Vicki Laveau-Harvie’s keen eye and ear for figurative language — simile and personification, in particular — are evident throughout the book. Here are my favourite examples:

  • Your lungs will freeze as Christmas lights tracing the outlines of white frame houses wink cheerfully through air so clear and hard it shatters.
  • When winter comes, summer is the memory that keeps people going, the remembrance of the long slanting dusk, peonies massed along the path, blossoms as big as balloons, crimson satin petals deepening to the black of dried blood in the waning light, deer on the lawns, stock-still.
  • The leaves of the trembling aspens can shake all day like gold coins in the air as clear as cider, but this is not a welcoming place.
  • On this day a solid ribbon of eighteen-wheelers is gunning it full throttle for Great Falls, Montana, or Boise, Idaho, making the most of the open roads and hardly believing their luck, just a drift of powder across the road when you gear up, like icing sugar from a doughnut.

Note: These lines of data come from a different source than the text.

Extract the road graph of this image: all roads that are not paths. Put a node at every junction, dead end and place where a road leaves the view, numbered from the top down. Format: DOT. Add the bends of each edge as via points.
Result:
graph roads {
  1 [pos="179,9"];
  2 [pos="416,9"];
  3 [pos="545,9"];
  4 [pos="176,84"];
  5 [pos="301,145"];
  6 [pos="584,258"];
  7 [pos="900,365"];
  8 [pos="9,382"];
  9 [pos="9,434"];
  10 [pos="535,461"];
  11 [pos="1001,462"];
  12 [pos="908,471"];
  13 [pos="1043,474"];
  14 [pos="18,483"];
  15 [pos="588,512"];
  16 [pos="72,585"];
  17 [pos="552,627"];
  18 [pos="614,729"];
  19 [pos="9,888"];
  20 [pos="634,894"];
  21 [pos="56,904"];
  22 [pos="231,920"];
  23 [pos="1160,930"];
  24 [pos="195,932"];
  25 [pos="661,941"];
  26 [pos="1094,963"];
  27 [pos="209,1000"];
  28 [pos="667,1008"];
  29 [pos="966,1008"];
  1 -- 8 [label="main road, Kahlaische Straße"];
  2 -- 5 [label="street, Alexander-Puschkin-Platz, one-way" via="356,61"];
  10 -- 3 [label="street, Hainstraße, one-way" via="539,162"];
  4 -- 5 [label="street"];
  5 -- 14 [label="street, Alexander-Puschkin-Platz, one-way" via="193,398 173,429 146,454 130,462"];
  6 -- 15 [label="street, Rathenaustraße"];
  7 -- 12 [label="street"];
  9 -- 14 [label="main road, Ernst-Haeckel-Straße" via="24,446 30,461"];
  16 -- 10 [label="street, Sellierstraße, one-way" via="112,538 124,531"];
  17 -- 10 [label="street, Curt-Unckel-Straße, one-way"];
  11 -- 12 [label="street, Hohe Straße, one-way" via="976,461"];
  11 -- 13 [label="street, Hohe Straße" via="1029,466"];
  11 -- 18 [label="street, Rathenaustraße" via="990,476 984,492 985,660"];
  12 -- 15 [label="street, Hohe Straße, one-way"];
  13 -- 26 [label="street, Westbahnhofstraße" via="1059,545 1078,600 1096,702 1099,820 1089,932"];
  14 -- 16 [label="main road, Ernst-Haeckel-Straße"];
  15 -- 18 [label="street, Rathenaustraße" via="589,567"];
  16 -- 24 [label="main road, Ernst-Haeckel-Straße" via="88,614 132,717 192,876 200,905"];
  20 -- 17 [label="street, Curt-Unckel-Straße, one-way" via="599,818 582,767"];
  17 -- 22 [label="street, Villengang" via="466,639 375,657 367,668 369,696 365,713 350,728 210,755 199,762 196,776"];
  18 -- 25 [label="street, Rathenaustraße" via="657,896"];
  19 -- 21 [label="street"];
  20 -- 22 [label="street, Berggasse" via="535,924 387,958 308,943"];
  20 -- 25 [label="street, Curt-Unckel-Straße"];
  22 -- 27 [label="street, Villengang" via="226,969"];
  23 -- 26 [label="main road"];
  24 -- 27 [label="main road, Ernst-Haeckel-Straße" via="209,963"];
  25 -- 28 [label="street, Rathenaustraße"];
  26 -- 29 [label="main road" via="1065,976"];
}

  • I blame the landscape, out there pining like a suitorless spinster for the snow, for the blinding swathe of white that will mask its disgrace and wrap it in beauty until the spring when, against all odds, bountiful things will pierce the earth, grow and flower.
  • I feel transparent, like a wonton wrapper in a steamer basket.
  • The walls are bile-green and the wrought iron carriage-lamp light fittings dispense a yellowish clarity that gives up and dies halfway across the carpet.
  • The slender tree trunks stand dark and mournful, the branches swaying like the arms of the bereaved on hearing the news.